»»

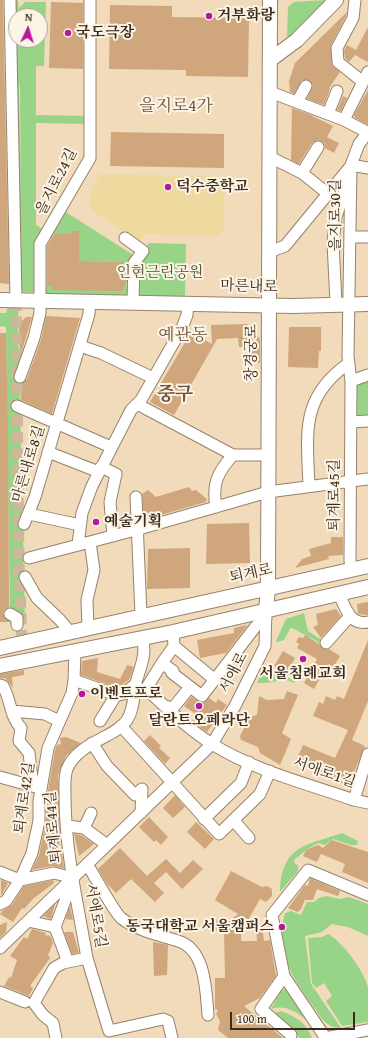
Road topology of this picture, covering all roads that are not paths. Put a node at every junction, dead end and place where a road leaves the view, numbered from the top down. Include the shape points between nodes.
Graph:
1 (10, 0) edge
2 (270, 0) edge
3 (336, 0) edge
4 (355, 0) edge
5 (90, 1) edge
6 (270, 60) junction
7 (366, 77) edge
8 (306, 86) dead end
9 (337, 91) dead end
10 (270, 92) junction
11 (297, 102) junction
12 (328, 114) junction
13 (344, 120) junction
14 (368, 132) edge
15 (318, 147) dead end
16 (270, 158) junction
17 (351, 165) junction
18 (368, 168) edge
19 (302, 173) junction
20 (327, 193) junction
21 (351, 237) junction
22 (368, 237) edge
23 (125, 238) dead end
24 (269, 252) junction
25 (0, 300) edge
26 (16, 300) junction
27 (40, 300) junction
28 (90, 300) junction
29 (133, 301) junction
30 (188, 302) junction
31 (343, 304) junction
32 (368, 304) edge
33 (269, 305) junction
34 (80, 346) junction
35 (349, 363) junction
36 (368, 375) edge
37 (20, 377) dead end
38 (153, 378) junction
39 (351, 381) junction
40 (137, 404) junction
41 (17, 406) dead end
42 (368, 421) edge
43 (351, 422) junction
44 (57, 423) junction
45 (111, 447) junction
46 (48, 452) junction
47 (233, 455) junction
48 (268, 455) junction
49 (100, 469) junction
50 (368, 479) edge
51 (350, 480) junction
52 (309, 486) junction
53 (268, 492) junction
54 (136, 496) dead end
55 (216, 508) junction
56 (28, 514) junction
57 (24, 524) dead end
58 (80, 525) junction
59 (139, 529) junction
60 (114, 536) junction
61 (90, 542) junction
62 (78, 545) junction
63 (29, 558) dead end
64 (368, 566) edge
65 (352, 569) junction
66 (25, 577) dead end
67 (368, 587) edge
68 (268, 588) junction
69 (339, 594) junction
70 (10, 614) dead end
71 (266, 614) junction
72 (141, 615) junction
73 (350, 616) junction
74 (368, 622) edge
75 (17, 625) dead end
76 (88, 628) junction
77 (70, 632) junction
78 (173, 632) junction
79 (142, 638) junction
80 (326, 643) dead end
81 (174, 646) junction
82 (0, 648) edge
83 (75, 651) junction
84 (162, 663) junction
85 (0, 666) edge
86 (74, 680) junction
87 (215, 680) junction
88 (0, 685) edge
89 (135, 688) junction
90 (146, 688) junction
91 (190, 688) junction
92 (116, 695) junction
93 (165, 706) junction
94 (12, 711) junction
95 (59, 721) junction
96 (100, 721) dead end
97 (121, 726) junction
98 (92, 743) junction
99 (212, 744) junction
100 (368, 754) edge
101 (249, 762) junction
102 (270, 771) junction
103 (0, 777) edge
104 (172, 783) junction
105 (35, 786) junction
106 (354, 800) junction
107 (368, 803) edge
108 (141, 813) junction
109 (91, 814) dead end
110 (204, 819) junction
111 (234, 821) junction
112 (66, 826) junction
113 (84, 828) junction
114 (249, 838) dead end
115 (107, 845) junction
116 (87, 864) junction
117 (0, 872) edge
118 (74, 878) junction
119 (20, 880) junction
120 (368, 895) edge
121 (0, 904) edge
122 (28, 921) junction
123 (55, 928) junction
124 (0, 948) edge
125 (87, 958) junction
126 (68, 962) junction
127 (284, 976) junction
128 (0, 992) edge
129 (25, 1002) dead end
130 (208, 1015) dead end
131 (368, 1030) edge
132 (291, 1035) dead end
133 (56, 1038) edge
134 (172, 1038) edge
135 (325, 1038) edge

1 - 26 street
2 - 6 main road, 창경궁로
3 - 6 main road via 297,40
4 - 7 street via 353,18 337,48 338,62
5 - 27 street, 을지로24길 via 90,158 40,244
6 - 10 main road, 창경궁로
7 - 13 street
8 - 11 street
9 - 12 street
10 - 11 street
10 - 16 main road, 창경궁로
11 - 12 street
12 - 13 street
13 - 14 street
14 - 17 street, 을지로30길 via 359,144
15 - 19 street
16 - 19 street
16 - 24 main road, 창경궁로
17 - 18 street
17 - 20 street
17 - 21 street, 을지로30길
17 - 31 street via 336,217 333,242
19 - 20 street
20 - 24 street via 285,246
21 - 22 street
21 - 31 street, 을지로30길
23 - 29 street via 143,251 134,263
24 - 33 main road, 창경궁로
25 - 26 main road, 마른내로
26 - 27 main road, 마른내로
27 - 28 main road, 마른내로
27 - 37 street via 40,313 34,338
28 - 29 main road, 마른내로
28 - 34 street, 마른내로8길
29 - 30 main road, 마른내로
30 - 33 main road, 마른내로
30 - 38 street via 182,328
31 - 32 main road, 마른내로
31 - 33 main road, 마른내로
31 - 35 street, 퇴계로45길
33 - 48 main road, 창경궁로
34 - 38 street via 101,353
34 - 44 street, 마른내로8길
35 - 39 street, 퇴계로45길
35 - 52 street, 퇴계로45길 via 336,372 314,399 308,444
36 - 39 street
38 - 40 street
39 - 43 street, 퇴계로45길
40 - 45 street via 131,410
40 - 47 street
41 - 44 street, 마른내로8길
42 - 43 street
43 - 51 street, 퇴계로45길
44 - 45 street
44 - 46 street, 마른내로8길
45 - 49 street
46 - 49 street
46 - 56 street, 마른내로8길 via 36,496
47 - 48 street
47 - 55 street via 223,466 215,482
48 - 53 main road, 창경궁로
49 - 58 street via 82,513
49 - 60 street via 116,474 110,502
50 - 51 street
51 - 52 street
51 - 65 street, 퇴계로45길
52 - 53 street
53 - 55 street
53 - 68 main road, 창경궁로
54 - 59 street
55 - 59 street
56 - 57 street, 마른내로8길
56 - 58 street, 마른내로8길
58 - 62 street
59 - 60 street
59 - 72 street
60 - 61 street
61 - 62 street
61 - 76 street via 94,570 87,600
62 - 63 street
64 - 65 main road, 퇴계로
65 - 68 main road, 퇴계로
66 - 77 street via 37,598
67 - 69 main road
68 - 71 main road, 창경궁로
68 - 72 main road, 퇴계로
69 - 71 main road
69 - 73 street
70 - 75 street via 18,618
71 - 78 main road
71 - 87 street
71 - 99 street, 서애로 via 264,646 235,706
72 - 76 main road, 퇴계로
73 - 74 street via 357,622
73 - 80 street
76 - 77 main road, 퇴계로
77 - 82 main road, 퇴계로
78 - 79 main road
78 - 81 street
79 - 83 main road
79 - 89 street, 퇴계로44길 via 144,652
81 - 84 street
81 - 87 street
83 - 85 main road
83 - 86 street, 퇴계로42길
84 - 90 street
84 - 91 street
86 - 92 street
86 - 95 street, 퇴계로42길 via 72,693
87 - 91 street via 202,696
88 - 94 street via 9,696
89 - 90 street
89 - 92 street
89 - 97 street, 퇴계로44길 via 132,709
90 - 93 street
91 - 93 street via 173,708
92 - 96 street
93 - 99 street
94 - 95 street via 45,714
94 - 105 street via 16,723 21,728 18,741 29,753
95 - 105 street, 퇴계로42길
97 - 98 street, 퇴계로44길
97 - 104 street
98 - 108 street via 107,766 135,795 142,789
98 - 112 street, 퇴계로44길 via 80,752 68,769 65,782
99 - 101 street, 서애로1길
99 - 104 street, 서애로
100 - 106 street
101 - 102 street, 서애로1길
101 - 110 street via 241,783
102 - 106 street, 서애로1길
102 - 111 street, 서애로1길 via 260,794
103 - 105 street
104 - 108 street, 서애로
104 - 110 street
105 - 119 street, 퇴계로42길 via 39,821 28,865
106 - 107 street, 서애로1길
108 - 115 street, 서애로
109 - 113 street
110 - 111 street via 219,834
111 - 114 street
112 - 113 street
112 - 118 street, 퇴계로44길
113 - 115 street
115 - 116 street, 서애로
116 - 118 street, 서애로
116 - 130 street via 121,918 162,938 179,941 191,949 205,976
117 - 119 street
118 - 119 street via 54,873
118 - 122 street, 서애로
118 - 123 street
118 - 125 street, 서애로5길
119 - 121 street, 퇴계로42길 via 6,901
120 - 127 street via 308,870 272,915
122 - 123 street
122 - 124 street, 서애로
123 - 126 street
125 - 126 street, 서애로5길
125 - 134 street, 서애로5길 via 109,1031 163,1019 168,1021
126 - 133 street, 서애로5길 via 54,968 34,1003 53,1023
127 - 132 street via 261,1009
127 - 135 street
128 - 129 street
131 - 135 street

««

* Exercise prompt *
Please copy every line of the data that carries the string "창경궁로".

* Written answer *
2 - 6 main road, 창경궁로
6 - 10 main road, 창경궁로
10 - 16 main road, 창경궁로
16 - 24 main road, 창경궁로
24 - 33 main road, 창경궁로
33 - 48 main road, 창경궁로
48 - 53 main road, 창경궁로
53 - 68 main road, 창경궁로
68 - 71 main road, 창경궁로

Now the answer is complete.